21 the charter also requires us to look at the Federal

22 Government's research portfolio, as I mentioned, we


1 anticipate getting back to you on a preliminary

2 analysis and evaluation of that for the September

3 meetings. We will get back with you on finishing some

4 of the outreach questions that you raised and then as

5 Dr. Larson pointed out at the last meeting, the staff

6 anticipates reporting to you on the clinical access

7 issues at the September meeting. And we'll continue

8 to round out the entire range of remaining pieces that

9 we have to move towards delivery, I believe on time.

10 Of the full report by the end of the year.

11 DR. LASHOF: Does anyone on the Committee

12 have any other areas of concern that haven't been

13 mentioned that they are, wish the staff to address at

14 any of our forthcoming meetings?
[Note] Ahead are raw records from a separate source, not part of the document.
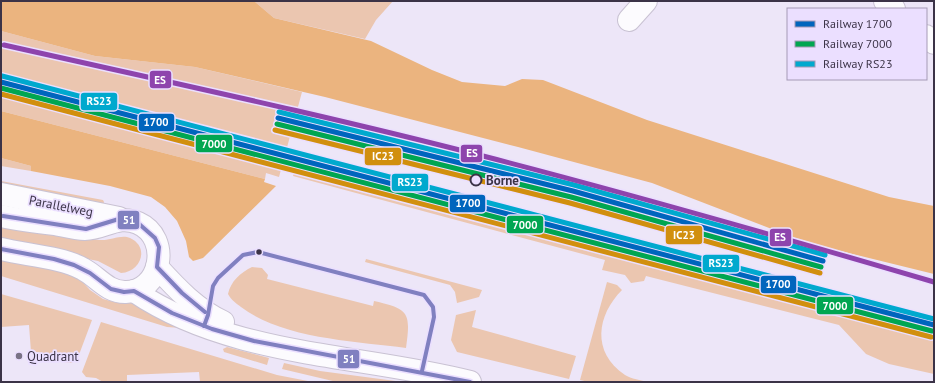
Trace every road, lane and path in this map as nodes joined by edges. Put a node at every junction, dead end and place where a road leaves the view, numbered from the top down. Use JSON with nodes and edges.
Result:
{"nodes":[{"id":1,"x":646,"y":1,"type":"edge"},
{"id":2,"x":884,"y":1,"type":"edge"},
{"id":3,"x":893,"y":8,"type":"edge"},
{"id":4,"x":630,"y":20,"type":"dead end"},
{"id":5,"x":1,"y":194,"type":"edge"},
{"id":6,"x":1,"y":216,"type":"edge"},
{"id":7,"x":122,"y":218,"type":"junction"},
{"id":8,"x":1,"y":249,"type":"edge"},
{"id":9,"x":157,"y":268,"type":"junction"},
{"id":10,"x":134,"y":291,"type":"junction"},
{"id":11,"x":281,"y":348,"type":"junction"},
{"id":12,"x":470,"y":382,"type":"edge"}],
"edges":[{"from":1,"to":4,"type":"street"},
{"from":2,"to":3,"type":"street"},
{"from":5,"to":7,"type":"street","name":"Parallelweg"},
{"from":6,"to":7,"type":"street"},
{"from":7,"to":9,"type":"street","name":"Parallelweg"},
{"from":8,"to":10,"type":"street"},
{"from":9,"to":10,"type":"street"},
{"from":9,"to":11,"type":"street"},
{"from":10,"to":11,"type":"street"},
{"from":11,"to":12,"type":"street"}]}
Or is this

15 adequately covered for all of you.

16 Let me urge you all to review where we

17 stand and where you stand in your understanding of all

18 of the issues because I think we are going into that

19 last legs of our efforts. And identify any areas

20 where you feel we need to do more, any areas of

21 concern that you have, and get to Robyn as soon as you

22 can so we can move ahead expeditiously and cover our


1 mandate. So as you look back over the mandate, if you

2 have anything, please get back to Robyn or me.

3 If not, I guess I give it to Cliff to

4 close the meeting.

5 MR. GABRIEL: I want to thank the

6 Committee and staff for I think was a very productive

7 meeting. And with that, the meeting is adjourned.